[Exercise details] The data below is to be retyped exactly, line by line.

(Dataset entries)
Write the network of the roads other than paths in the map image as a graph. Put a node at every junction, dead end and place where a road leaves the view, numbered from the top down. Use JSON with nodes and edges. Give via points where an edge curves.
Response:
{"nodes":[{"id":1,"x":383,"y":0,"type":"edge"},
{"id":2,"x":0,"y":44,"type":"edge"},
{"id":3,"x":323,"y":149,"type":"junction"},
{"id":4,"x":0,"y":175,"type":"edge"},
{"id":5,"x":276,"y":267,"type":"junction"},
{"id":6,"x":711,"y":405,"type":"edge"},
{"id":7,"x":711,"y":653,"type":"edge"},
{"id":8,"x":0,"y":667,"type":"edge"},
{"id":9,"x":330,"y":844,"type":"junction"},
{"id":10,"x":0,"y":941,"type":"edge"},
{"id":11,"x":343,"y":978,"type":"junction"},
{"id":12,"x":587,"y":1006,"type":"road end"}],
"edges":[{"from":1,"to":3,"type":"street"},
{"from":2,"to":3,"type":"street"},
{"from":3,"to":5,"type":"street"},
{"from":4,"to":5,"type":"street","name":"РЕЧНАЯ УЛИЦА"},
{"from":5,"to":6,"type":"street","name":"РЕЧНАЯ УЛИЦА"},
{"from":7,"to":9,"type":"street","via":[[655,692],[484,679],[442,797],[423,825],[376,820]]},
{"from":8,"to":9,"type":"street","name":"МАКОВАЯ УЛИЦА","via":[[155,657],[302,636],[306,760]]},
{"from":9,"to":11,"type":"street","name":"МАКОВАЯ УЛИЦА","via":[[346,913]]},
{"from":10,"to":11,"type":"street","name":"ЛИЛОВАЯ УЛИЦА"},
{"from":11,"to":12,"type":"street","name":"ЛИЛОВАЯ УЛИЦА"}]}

[Answer space]
Write the network of the roads other than paths in the map image as a graph. Put a node at every junction, dead end and place where a road leaves the view, numbered from the top down. Use JSON with nodes and edges. Give via points where an edge curves.
Response:
{"nodes":[{"id":1,"x":383,"y":0,"type":"edge"},
{"id":2,"x":0,"y":44,"type":"edge"},
{"id":3,"x":323,"y":149,"type":"junction"},
{"id":4,"x":0,"y":175,"type":"edge"},
{"id":5,"x":276,"y":267,"type":"junction"},
{"id":6,"x":711,"y":405,"type":"edge"},
{"id":7,"x":711,"y":653,"type":"edge"},
{"id":8,"x":0,"y":667,"type":"edge"},
{"id":9,"x":330,"y":844,"type":"junction"},
{"id":10,"x":0,"y":941,"type":"edge"},
{"id":11,"x":343,"y":978,"type":"junction"},
{"id":12,"x":587,"y":1006,"type":"road end"}],
"edges":[{"from":1,"to":3,"type":"street"},
{"from":2,"to":3,"type":"street"},
{"from":3,"to":5,"type":"street"},
{"from":4,"to":5,"type":"street","name":"РЕЧНАЯ УЛИЦА"},
{"from":5,"to":6,"type":"street","name":"РЕЧНАЯ УЛИЦА"},
{"from":7,"to":9,"type":"street","via":[[655,692],[484,679],[442,797],[423,825],[376,820]]},
{"from":8,"to":9,"type":"street","name":"МАКОВАЯ УЛИЦА","via":[[155,657],[302,636],[306,760]]},
{"from":9,"to":11,"type":"street","name":"МАКОВАЯ УЛИЦА","via":[[346,913]]},
{"from":10,"to":11,"type":"street","name":"ЛИЛОВАЯ УЛИЦА"},
{"from":11,"to":12,"type":"street","name":"ЛИЛОВАЯ УЛИЦА"}]}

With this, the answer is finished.